Yahui Zhang, Xiangyu Zhao, and Guangyan Qing*
Chemical Synthesis 2024, DOI: 10.20517/cs.2023.38
https://www.oaepublish.com/articles/cs.2023.38
Recently, our group systematically summarized the research status of electrochemical-induced hydrofunctionalizations of alkenes and alkynes, and discussed and described the current challenges and future developments.
The hydrofunctionalizations of alkenes and alkynes is one of the most atomically economical ways to produce high value-added compounds. Compared with the traditional transition metal catalytic methods, the electroorganic synthesis strategy has the advantages of being simpler, gentler, and more economical. Alkenes and alkynes, as common synthetic blocks, are widely used in organic synthesis, agrochemicals, and bioorganic materials. Hydrofunctionalizations is an important type of reaction in organic synthesis. In the past few decades, various homogeneous and heterogeneous metal catalytic systems (including precious metals palladium, ruthenium, rhodium, iridium, and cheap metals copper, cobalt, iron, nickel, ect.) and non-metallic catalytic systems (such as Lewis acid, ionic liquids) have been developed and become powerful tools to achieve hydrofunctionalizations of unsaturated carbon–carbon bonds. Then various alkanes and alkenes with diversified structures were constructed. Although traditional catalytic systems play an important role in the hydrofunctionalizations of unsaturated bonds, there is an urgent need to develop greener and more sustainable organic synthesis methods driven by resource consumption, environmental crisis, and the dual carbon goal. Electroorganic synthesis is a new paradigm for energy transfer from green energy to high value-added chemicals, utilizing renewable electricity as an energy source, electrons as redox agents, and precisely controlling reaction selectivity and product yield parameters by adjusting current or voltage. Electrochemical-induced hydrofunctionalizations of alkenes and alkynes, which can avoid the addition of stoichiometric oxidants and reducing agents and the use of hydrogen under high pressure, has attracted widespread attention from scientists. In this paper, various electrochemical hydrofunctionalization reactions of alkenes and alkynes in recent years are summarized, and the research progress of hydrogenation of unsaturated carbon–carbon bonds and other hydrofunctionalization reactions (hydroboration, hydrosilylation, hydroalkylation, hydroalkoxylation, hydrocyanation, and hydrocarboxylation, etc.) are described in detail.

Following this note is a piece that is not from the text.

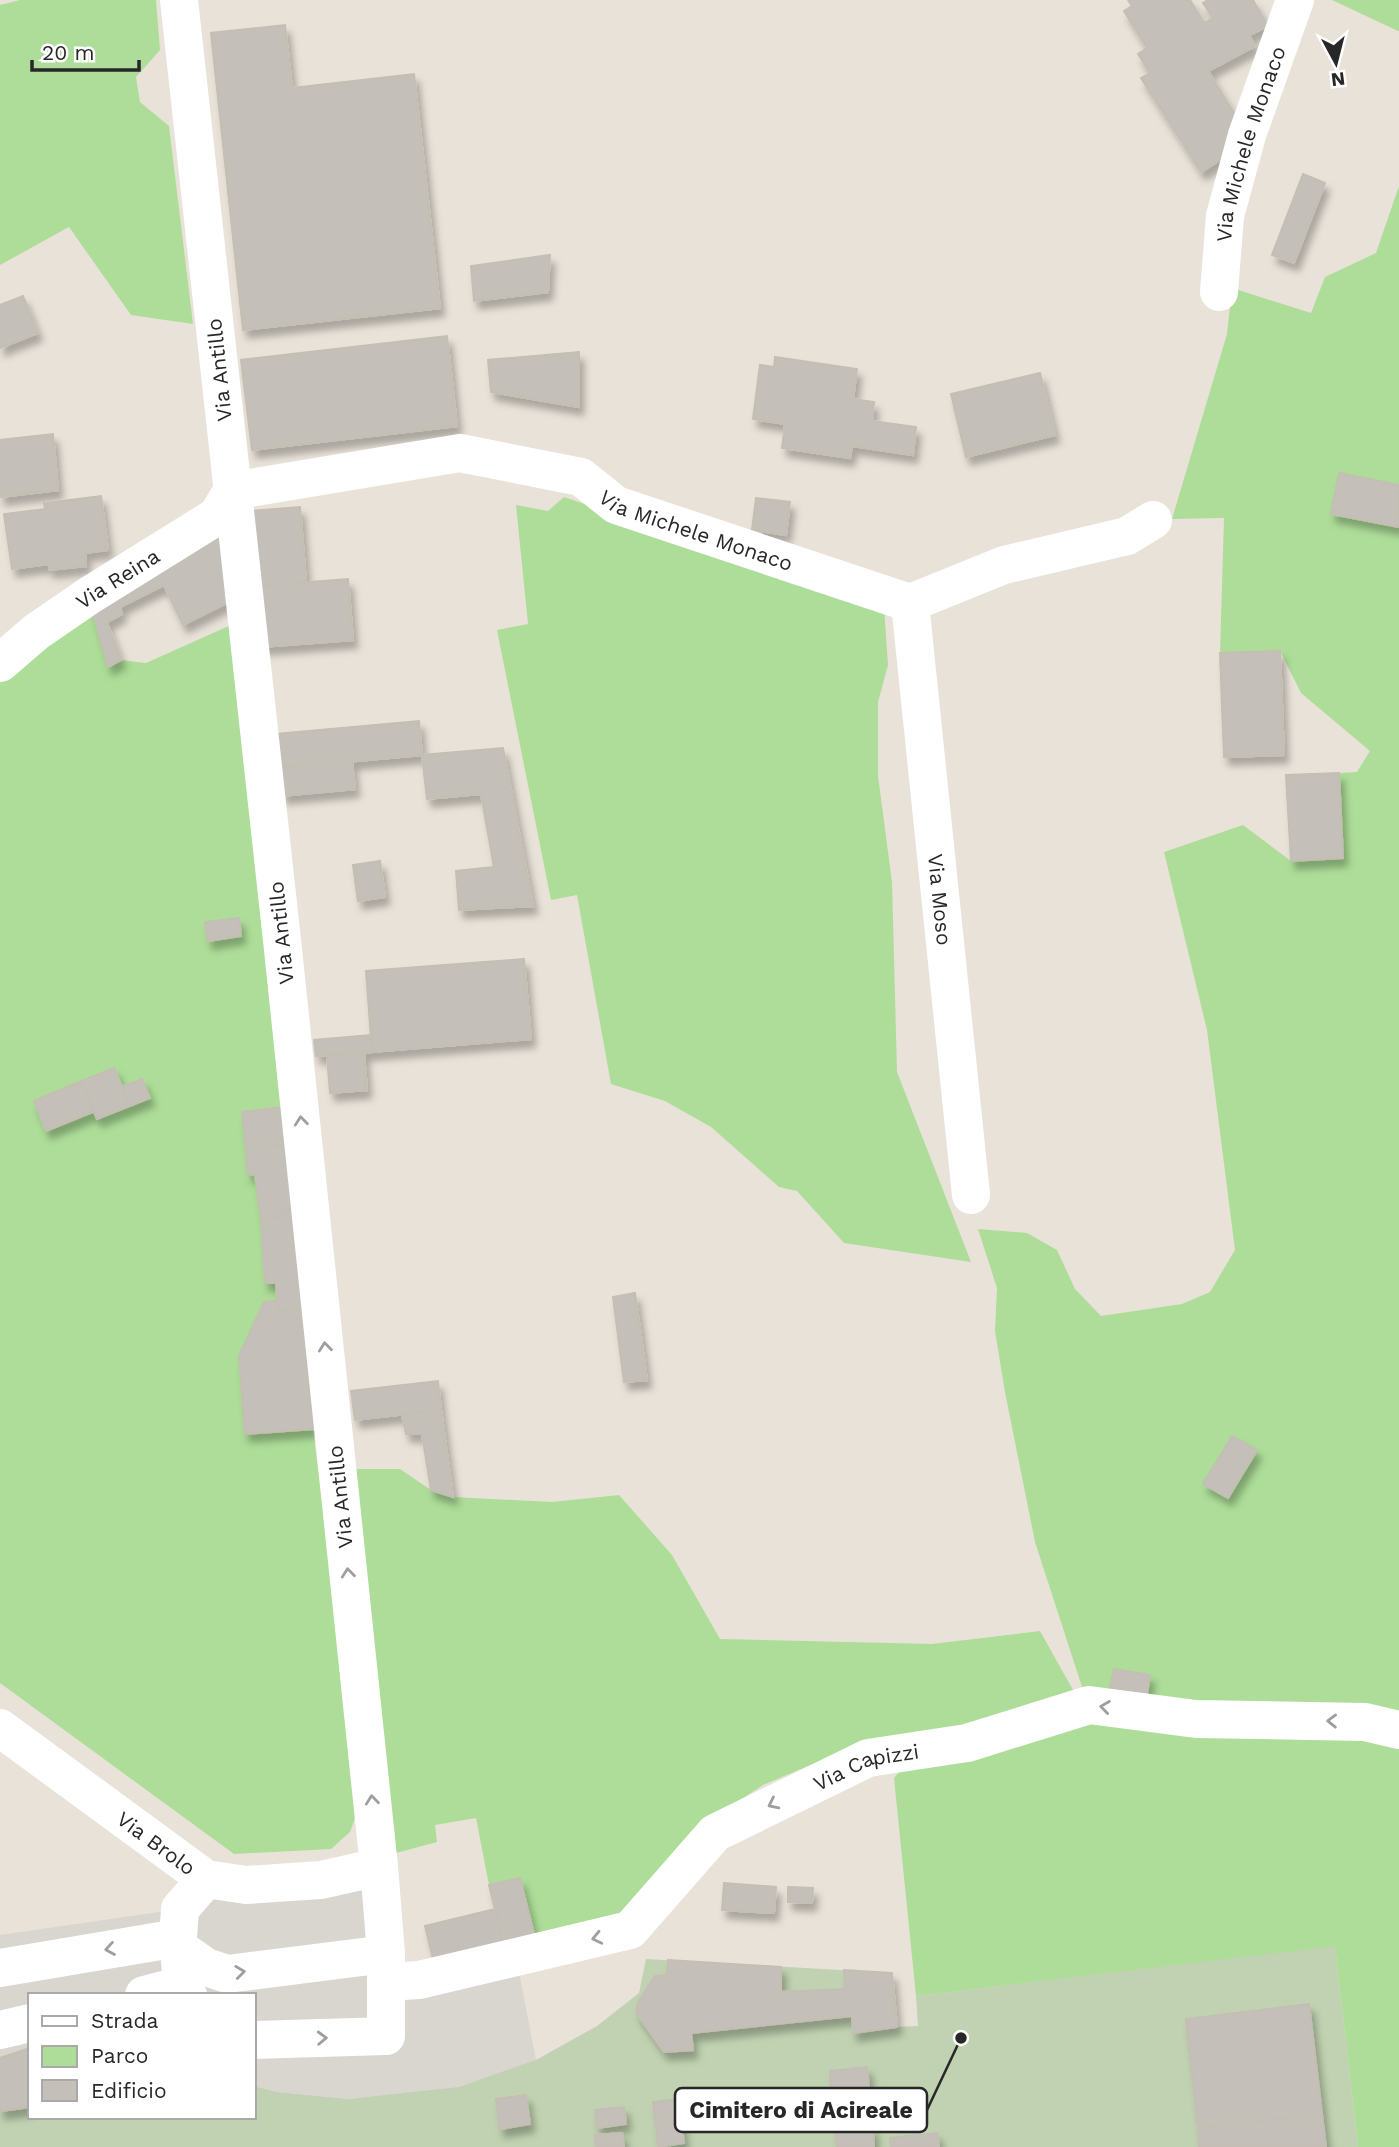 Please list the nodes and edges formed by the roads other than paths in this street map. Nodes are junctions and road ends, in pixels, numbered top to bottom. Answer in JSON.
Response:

However, despite significant progress made in electroorganic synthesis, a series of issues still need to be addressed to promote the more efficient and selective electrochemical production of high value-added chemicals. This not only applied to the hydrofunctionalizations of alkenes and alkynes, but also provide prospects for the entire field of electrosynthesis research: (1) Electrochemical facilitated chiral synthesis is a new development trend, which requires the design and preparation of efficient electrochemical chiral catalysts; (2) The combination of electrical energy with other energy sources, including radio (Fig. 1a) and light (Fig. 1b), etc., to further optimize the electrochemical reaction conditions; (3) Develop new electrode materials, reaction media and electrolytes to promote the development of more green and efficient electroorganic synthesis and in-depth study of interface effects; (4) Design, amplification, and integration of an electrocatalytic organic synthesis reactor with high efficiency, high-performance, high-throughput, and low-energy consumption (Fig. 1c); (5) Strengthen the basic research of electroorganic synthesis and explore the regulation laws of electrochemical systems, and apply them to the large-scale preparation of products.